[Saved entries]
------------------------------------------------
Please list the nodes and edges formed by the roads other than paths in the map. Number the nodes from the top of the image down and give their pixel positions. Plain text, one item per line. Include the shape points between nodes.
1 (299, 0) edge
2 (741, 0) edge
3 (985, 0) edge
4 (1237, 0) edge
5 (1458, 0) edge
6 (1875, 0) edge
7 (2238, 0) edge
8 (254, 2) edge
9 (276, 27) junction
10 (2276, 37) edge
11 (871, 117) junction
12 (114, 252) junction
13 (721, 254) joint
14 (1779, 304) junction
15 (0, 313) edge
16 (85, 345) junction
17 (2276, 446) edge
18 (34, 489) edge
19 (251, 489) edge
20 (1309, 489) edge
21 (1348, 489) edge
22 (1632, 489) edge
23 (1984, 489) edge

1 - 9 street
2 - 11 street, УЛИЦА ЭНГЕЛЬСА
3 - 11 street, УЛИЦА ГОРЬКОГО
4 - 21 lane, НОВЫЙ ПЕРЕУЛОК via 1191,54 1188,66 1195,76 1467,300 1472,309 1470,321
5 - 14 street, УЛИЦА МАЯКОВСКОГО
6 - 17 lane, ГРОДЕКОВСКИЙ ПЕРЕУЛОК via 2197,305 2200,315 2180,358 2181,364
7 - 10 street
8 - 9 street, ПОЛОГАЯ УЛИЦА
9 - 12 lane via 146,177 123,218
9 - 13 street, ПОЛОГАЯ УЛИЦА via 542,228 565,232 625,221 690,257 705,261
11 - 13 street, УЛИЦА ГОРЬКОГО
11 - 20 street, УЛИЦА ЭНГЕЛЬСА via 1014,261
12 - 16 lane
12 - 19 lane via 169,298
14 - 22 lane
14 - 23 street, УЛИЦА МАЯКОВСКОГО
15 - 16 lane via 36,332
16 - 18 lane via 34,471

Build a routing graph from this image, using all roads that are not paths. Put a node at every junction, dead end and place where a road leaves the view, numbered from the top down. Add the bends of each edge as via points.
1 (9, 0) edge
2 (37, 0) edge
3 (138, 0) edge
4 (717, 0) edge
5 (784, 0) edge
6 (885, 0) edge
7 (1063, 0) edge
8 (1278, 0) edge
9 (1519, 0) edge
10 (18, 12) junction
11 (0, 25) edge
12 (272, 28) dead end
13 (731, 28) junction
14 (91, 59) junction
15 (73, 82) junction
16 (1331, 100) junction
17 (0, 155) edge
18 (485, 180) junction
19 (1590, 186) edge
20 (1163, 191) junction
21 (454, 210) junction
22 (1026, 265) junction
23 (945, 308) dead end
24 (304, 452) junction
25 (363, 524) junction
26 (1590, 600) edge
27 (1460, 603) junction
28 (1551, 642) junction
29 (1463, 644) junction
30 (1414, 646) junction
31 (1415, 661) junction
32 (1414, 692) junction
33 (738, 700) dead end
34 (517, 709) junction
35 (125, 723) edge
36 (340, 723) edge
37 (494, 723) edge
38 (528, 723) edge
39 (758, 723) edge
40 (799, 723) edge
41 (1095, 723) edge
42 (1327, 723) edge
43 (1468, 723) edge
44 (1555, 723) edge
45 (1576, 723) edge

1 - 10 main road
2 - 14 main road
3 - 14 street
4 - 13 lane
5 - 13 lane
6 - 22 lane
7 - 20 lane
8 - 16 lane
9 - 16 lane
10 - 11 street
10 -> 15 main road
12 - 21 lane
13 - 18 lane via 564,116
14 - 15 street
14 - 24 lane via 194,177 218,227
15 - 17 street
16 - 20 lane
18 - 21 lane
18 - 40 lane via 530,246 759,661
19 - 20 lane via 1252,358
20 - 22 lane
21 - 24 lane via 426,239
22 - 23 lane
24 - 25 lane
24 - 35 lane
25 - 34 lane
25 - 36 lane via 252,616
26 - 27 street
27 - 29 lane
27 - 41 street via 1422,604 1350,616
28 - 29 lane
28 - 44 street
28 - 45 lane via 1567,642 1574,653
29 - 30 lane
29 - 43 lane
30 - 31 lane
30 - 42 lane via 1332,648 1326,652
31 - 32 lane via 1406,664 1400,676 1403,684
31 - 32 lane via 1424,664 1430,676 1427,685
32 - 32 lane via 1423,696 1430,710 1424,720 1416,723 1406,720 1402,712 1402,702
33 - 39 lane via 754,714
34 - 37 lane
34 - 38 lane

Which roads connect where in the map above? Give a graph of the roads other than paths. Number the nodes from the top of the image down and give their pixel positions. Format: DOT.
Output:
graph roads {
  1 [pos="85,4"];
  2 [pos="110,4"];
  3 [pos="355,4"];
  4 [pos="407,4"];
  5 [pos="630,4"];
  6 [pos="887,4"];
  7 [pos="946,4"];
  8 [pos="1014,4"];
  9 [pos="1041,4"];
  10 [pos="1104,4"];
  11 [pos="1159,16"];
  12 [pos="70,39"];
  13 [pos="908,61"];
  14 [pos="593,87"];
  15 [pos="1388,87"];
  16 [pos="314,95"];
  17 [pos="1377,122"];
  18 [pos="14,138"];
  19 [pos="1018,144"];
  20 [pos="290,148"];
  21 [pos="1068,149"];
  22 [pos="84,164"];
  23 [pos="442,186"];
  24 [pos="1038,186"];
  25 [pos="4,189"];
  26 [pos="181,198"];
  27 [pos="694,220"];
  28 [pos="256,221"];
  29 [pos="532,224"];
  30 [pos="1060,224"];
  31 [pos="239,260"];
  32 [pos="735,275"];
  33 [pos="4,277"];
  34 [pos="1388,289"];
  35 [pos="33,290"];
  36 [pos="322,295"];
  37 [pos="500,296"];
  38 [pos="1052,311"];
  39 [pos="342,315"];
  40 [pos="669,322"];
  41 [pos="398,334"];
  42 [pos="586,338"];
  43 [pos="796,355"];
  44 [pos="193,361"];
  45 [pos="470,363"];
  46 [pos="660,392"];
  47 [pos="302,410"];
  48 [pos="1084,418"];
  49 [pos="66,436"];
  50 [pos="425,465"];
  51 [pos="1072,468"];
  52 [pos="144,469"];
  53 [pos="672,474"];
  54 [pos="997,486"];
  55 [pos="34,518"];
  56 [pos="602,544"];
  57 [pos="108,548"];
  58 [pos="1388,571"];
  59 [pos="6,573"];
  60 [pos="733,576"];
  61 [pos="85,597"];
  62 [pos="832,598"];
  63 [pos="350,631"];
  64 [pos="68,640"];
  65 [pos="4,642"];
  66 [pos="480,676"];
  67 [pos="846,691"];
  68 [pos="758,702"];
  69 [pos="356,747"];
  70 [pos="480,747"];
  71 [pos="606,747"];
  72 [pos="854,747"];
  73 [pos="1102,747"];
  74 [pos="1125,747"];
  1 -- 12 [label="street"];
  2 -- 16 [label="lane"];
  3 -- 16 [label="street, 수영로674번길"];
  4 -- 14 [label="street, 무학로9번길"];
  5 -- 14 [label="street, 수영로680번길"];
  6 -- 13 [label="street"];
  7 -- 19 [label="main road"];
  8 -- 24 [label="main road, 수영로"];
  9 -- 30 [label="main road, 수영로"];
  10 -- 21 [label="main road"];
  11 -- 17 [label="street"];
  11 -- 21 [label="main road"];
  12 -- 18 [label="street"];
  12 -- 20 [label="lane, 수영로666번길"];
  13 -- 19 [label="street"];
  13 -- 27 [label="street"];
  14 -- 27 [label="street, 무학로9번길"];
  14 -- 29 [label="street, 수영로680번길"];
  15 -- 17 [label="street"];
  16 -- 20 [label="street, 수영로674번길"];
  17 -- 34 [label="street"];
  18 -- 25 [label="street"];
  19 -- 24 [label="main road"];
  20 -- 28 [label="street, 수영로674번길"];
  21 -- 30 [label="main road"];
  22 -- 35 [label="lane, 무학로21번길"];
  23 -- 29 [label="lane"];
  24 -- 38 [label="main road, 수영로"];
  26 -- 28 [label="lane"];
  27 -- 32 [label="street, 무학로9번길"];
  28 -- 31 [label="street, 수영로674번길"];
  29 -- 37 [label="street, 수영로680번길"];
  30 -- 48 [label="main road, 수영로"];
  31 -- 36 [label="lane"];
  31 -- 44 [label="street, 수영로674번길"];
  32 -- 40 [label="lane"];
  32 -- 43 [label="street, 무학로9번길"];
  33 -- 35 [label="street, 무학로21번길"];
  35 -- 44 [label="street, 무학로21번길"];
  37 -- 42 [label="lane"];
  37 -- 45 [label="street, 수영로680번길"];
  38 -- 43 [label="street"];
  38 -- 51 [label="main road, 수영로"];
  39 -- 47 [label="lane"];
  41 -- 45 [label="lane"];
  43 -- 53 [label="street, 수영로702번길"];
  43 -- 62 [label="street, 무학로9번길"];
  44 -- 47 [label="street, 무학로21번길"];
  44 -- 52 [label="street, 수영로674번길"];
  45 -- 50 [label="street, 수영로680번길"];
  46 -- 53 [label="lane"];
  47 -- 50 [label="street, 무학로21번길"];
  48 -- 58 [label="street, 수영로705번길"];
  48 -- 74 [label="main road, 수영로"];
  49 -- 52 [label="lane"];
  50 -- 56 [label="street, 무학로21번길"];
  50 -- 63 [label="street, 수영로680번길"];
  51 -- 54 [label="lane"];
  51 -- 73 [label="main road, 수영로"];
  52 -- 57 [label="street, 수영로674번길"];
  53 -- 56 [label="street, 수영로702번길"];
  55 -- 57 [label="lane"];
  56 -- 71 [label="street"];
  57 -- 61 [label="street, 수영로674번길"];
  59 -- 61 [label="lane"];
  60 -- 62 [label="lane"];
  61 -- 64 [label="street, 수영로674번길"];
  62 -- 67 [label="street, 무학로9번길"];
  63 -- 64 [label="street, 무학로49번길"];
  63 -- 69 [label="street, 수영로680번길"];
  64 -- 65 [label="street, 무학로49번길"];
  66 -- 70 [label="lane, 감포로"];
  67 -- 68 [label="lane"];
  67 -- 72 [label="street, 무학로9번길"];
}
------------------------------------------------
Copy every line above that includes the string "ПЕРЕУЛОК".

ANSWER BOX
4 - 21 lane, НОВЫЙ ПЕРЕУЛОК via 1191,54 1188,66 1195,76 1467,300 1472,309 1470,321
6 - 17 lane, ГРОДЕКОВСКИЙ ПЕРЕУЛОК via 2197,305 2200,315 2180,358 2181,364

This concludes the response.